The last processing step to go full tidy is to create a tibble
with the date from each meeting (extracted from the links), the minutes text, and then a subset of the minutes text which is most interesting.
Those curious about why I selected the Participants’ Views on Current Conditions and the Economic Outlook section would do well to peruse the actual meeting minutes. For our purposes, the smaller selection sharpens the signal/noise ratio.
# retrieve minutes text
fomc_min <- map(min_links, ~
read_html(.x) %>%
html_nodes("p") %>%
html_text()
)
# good scraping hygiene would have you saveRDS(fomc_min, "c:/users/your_desired/directory.rds")
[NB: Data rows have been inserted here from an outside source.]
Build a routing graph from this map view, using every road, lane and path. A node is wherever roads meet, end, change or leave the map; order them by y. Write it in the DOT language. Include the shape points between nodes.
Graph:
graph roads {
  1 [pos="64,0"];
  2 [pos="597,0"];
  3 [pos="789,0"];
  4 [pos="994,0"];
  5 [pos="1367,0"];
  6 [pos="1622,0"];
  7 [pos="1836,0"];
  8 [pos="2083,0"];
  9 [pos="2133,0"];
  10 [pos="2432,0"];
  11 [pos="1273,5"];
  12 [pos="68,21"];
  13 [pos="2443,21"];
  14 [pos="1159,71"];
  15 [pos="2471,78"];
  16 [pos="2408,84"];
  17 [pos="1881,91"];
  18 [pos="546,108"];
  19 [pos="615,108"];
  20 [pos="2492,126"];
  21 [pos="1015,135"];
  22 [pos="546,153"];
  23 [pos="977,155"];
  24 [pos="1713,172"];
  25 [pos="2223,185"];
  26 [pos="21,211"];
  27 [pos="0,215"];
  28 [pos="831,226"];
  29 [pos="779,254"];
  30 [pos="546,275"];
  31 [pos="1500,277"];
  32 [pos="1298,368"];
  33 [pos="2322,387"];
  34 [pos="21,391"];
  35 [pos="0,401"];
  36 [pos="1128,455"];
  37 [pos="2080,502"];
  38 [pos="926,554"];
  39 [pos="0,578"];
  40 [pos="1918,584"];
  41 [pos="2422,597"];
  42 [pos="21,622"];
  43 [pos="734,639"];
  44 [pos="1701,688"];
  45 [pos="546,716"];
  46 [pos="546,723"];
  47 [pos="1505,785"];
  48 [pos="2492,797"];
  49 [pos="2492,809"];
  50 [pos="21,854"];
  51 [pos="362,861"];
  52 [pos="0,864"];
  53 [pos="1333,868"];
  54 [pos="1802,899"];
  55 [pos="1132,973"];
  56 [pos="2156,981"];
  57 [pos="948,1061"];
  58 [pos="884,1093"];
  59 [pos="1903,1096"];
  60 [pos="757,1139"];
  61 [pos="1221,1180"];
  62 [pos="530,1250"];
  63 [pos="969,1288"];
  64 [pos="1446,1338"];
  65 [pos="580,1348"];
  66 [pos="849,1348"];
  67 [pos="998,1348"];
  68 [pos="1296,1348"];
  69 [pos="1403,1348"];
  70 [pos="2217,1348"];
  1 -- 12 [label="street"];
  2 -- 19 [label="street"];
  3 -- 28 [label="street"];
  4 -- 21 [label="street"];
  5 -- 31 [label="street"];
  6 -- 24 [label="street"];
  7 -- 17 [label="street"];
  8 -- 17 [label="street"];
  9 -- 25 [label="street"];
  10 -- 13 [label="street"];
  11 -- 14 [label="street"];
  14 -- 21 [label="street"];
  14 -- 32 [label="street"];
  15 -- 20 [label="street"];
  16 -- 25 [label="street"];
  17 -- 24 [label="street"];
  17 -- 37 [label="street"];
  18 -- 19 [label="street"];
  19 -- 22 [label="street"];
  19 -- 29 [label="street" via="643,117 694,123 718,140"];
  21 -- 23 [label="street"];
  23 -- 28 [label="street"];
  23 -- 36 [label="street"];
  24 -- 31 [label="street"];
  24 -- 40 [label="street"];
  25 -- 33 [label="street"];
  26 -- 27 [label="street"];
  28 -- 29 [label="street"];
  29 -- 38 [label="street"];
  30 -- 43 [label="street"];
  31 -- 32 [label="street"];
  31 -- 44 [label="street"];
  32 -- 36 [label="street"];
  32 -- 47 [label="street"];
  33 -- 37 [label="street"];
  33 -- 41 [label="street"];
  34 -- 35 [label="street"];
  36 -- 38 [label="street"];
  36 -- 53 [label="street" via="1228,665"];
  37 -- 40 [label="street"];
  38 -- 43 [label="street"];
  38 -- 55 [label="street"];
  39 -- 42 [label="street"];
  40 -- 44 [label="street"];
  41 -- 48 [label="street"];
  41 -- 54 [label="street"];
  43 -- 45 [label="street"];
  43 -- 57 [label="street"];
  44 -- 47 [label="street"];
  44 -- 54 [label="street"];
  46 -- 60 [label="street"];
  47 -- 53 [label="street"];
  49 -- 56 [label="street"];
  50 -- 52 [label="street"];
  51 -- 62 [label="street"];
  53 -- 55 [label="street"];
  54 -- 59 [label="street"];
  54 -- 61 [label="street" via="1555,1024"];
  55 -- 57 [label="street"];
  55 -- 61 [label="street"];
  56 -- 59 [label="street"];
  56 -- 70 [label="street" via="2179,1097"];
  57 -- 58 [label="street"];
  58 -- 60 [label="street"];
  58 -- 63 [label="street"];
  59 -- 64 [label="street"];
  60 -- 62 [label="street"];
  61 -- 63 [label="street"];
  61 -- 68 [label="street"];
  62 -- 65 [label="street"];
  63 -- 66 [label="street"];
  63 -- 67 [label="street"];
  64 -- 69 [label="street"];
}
# for later use and/or analysis
This puppy might want a bit of explaining. The key items are the gsub
, which kills the newline and carriage return characters, the paste
which concatenates all our little p
html nodes’ text, and the final regex which subsets text of interest.
# combine into dataframe
fomc_df <- tibble(
date = str_extract(min_links, "\\d+"),
min_text = map_chr(fomc_min, ~ paste(gsub("[\n\r]" , " ", .x), collapse = "")),
part_view = str_extract(min_text, "(?<=Current Conditions and the Economic Outlook).*(?=Committee Policy Action)")
) %>%
mutate_at(vars(min_text, part_view), funs(str_remove_all(., "\\d{1,}[\\,\\.]{1}\\d{1,}|\\d+")))
Time to tidy text
Onto the tidiest of texting Fed minutes edition. We follow an established workflow here. Our main interest will be in finding the change in words like “financial”, “market participants”, “financial markets”, etc. My bet (stated before I’ve made the chart) is that we see a run-up in January and last December. I’d also bet that you’ll see a spike in August and September of 2015, right after the Chinese devaluation, when the Fed punted on hiking until December. I’ve got a little hack for the bigrams…
# unnest tokens
tok_part <- fomc_df %>%
select(-min_text) %>%
mutate(date = ymd(date)) %>%
unnest_tokens(word, part_view) %>%
anti_join(stop_words)
# words of interest
fin_words <- paste("financial", "yield", "equity", "bond",
"loan", "credit", "stocks", "dollar",
"oil", "asset", "curve", "commodity",
sep = "|")
We’ve got our tokenized data. Now lets find and plot our words. As mentioned, we will have to do a little hack to get the 2 word pairs.
# plot
fin_cond <- tok_part %>%
mutate(fin_word = if_else(str_detect(word, fin_words), 1, 0),
fin_bi = case_when(
str_detect(word, "financial") & str_detect(lead(word, 1), "market|condition") ~ 1,
str_detect(word, "equity|stock") & str_detect(lead(word, 1), "price") ~ 1,
str_detect(word, "market") & str_detect(lead(word, 1), "participants") ~ 1,
str_detect(word, "money") & str_detect(lead(word, 1), "market") ~ 1,
TRUE ~ 0),
fin_fin = if_else(fin_word == 1 | fin_bi == 1, 1, 0)
)
fin_cond %>%
group_by(date) %>%
summarize(fin_word = sum(fin_fin)) %>%
ggplot(aes(date, fin_word)) +
geom_line(color = "slategrey", size = 1) +
geom_point(color = "lightsalmon") +
geom_smooth(se = FALSE, color = "#7f8e6f", size = 0.5) +
scale_x_date(date_breaks = "4 months", date_labels = "%b '%y",expand = c(0.01,.01)) +
labs(x = "",
y = "Number of times inflation was mentioned",
title = 'How Many Financial Markets Related Words Appear In Fed Meeting Minutes?*',
caption = 'verbumdata.netlify.com\n*Only includes text from the "Participants\' View on Current Conditions and the Economic Outlook" section\nSource: Federal Reserve') +
theme(panel.grid.minor = element_blank(),
axis.text = element_text(color = "black"),
plot.caption = element_text(face = "italic", hjust = 0))
Well folks, you author isn’t perfect. The predicted spike in late 2015 really appeared in early 2016 (when oil prices hit $27 a barrel). There is a notable spike at the December 2018 meeting, as well.
The data is rather noisy but the trend line is quite clear. Financial market concerns are on the rise at the Fed. We are quite keen to track this into the future.